Тогда я впервые убедился, что кровью можно упиться допьяна. Тайра была в состоянии полнейшего опьянения и, когда мы ее разбудили, едва держалась на непослушных лапах. Разъяренная повариха готова была убить ее на месте. Путем сложных экономических переговоров мне удалось смягчить ее гнев, а вернее, горе и выкупить жизнь маленькой преступницы.

Когда тайра через несколько часов протрезвела, вид у нее был самый невинный. Она выпила изрядную миску воды и резвилась как ни в чем не бывало. Она вновь дарила всех окружающих преданной искренней дружбой и к вечеру смирила даже гнев поварихи. Редким даром покорять сердца обладала шельма! Впрочем, оно и понятно: это было на редкость ласковое, милое и умное существо.

Как раз в это время с низовьев реки мне привезли вторую тайру, только что отловленную в джунглях. Во время отлова, как мне рассказали, она отчаянно сопротивлялась и, прежде чем удалось ее связать и утихомирить, искусала двух человек, а собаке выдрала с морды целый клок мяса. Когда мне привезли ее, она была буквально вся обинтована густой сетью лиан и веревок. Индейцы предупредили меня, что она muy erava — «очень дикая».

С соблюдением всех мер предосторожности мы втиснули гостью в клетку из брусьев кедра, в которой до того обитала наша анаконда. Стоило нам только ослабить на тайре путы, как она тут же вскочила и как бешеная бросилась кусать все вокруг. Это была не просто борьба, а подлинное неистовство.

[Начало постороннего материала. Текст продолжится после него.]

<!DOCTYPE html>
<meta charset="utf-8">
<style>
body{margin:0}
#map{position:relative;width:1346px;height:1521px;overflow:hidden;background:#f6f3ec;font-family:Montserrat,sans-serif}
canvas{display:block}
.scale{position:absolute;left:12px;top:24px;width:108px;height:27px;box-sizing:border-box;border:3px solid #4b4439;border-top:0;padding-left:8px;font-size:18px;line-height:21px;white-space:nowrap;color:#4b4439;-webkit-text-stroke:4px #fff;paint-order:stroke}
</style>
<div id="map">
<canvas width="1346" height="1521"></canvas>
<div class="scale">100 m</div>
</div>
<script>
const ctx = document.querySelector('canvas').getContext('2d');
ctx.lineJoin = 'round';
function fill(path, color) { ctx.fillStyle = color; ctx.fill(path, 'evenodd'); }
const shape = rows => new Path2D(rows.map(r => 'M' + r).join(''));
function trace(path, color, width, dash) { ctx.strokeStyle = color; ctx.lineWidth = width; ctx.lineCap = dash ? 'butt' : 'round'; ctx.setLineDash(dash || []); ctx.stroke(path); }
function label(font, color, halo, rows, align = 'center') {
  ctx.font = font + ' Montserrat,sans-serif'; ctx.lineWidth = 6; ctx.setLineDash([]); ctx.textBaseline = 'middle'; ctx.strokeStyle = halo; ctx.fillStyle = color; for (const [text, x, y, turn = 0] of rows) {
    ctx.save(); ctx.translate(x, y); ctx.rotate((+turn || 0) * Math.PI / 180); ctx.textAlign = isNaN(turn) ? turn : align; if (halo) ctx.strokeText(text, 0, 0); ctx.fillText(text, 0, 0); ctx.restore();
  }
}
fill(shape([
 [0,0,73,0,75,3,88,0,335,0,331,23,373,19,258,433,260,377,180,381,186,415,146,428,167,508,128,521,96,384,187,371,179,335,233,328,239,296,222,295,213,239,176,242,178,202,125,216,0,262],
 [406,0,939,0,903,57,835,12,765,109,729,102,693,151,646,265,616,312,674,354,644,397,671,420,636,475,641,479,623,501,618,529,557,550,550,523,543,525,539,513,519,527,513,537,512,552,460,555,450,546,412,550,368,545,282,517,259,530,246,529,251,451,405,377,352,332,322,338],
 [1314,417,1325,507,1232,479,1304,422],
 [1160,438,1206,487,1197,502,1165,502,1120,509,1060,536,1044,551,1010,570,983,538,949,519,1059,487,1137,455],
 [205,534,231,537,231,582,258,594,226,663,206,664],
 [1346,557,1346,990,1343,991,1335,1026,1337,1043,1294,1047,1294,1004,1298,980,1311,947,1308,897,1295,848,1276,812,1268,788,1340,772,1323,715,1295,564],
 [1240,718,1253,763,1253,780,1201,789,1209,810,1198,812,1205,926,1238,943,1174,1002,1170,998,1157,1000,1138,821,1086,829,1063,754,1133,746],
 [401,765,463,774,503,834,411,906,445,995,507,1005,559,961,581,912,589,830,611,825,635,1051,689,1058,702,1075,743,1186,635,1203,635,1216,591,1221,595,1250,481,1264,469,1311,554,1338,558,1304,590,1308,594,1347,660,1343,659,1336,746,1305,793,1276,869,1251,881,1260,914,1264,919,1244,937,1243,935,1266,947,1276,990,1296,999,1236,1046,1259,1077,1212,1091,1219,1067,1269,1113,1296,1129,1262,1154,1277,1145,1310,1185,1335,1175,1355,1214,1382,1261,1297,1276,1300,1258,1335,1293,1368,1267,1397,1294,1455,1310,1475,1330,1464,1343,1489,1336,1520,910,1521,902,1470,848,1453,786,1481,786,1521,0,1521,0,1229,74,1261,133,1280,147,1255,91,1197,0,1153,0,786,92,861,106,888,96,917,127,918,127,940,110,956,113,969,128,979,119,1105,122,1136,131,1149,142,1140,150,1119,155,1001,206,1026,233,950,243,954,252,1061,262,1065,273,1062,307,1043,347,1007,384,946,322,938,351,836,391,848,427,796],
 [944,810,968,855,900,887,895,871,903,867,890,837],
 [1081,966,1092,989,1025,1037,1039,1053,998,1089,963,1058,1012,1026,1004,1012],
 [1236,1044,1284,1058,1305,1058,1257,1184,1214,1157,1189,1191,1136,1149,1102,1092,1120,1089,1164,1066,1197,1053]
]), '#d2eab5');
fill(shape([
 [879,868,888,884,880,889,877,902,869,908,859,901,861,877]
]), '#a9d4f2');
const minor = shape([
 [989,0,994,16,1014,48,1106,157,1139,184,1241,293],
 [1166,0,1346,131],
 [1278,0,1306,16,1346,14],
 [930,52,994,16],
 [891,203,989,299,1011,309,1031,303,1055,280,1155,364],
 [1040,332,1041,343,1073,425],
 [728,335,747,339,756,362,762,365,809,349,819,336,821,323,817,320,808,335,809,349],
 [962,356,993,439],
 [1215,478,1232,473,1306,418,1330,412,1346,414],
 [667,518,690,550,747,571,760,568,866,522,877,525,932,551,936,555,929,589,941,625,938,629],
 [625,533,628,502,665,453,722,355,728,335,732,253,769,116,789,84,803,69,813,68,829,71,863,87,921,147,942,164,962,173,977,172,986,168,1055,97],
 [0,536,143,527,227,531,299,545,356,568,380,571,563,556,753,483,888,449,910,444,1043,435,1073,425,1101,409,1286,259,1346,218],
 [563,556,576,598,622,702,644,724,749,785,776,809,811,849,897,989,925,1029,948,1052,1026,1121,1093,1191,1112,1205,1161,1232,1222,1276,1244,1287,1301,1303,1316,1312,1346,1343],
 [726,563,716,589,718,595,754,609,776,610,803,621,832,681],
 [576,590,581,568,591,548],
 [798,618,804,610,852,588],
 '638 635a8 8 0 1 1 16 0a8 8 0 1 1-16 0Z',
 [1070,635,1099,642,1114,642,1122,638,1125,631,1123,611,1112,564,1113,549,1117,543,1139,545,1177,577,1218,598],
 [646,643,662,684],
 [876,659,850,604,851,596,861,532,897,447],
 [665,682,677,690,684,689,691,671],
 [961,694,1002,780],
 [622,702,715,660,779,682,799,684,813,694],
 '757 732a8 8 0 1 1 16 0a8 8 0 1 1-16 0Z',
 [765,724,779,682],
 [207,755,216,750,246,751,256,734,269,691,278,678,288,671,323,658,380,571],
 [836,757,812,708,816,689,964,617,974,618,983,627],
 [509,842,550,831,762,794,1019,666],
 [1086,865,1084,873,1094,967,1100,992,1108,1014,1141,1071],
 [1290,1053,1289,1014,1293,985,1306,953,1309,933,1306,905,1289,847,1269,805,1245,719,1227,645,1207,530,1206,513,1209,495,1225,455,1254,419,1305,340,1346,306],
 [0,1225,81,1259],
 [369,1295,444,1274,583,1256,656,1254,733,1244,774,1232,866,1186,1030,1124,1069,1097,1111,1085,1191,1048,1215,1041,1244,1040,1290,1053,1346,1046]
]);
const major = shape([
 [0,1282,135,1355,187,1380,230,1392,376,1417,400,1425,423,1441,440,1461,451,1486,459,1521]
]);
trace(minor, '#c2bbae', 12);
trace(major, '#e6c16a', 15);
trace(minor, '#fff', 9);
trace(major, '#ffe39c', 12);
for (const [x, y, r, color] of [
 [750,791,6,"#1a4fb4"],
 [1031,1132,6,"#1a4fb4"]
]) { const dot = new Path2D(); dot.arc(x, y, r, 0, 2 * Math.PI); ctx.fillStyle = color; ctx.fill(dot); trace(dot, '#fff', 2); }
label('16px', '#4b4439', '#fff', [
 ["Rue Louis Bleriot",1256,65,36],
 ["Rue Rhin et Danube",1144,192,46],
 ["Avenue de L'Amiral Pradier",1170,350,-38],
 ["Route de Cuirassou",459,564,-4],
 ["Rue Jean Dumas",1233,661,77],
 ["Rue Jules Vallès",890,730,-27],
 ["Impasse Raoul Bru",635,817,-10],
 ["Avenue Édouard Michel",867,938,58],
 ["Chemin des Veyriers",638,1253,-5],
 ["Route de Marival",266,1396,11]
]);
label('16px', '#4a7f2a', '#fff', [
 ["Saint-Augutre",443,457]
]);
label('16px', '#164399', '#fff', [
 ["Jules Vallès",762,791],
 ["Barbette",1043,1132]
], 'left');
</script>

Бесплодное неистовство! Силы были слишком не равны. Дикие звери, посаженные в клетку, в конце концов неизбежно смирялись. Поначалу они яростно метались и бились, пока истерзанные и окровавленные не валились с ног от усталости. Потом наступала добровольная голодовка, которая лишала последних сил продолжать сопротивление. А спустя несколько дней зверька можно уже было погладить рукой.

Как не похожей на них оказалась тайра! Она ни на минуту не оставляла усилий вырваться на свободу. Свою ярость она вымещала на толстых деревянных брусьях и грызла их с невероятным остервенением. Поразительно, что от решетки, которая до того выдерживала напор мощного тела громадной змеи, теперь только щепки летели во все стороны. На стражу возле клетки мне пришлось поставить метиса Педро, чтобы толстым колом отпихивать тайру на середину. Другого выхода не было: за несколько минут она могла бы прогрызть себе дыру и убежать.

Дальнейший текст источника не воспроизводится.